--- DATA FOR THIS EXERCISE ---

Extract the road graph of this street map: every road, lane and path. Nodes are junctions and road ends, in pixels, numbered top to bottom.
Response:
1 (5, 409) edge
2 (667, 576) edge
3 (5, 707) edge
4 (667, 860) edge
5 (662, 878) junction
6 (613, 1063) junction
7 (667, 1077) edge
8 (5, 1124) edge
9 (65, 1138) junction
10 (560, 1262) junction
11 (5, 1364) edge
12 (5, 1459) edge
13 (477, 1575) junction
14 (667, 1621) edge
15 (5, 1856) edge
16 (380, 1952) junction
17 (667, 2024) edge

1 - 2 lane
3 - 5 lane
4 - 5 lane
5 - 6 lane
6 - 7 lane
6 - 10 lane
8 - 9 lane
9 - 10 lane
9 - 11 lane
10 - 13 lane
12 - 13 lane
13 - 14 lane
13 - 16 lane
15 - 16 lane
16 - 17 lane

---

▶ **EXERCISE DETAILS**
Please write out the records above once more, exactly and completely.

▶ **ANSWER TO THIS PROBLEM**
Extract the road graph of this street map: every road, lane and path. Nodes are junctions and road ends, in pixels, numbered top to bottom.
Response:
1 (5, 409) edge
2 (667, 576) edge
3 (5, 707) edge
4 (667, 860) edge
5 (662, 878) junction
6 (613, 1063) junction
7 (667, 1077) edge
8 (5, 1124) edge
9 (65, 1138) junction
10 (560, 1262) junction
11 (5, 1364) edge
12 (5, 1459) edge
13 (477, 1575) junction
14 (667, 1621) edge
15 (5, 1856) edge
16 (380, 1952) junction
17 (667, 2024) edge

1 - 2 lane
3 - 5 lane
4 - 5 lane
5 - 6 lane
6 - 7 lane
6 - 10 lane
8 - 9 lane
9 - 10 lane
9 - 11 lane
10 - 13 lane
12 - 13 lane
13 - 14 lane
13 - 16 lane
15 - 16 lane
16 - 17 lane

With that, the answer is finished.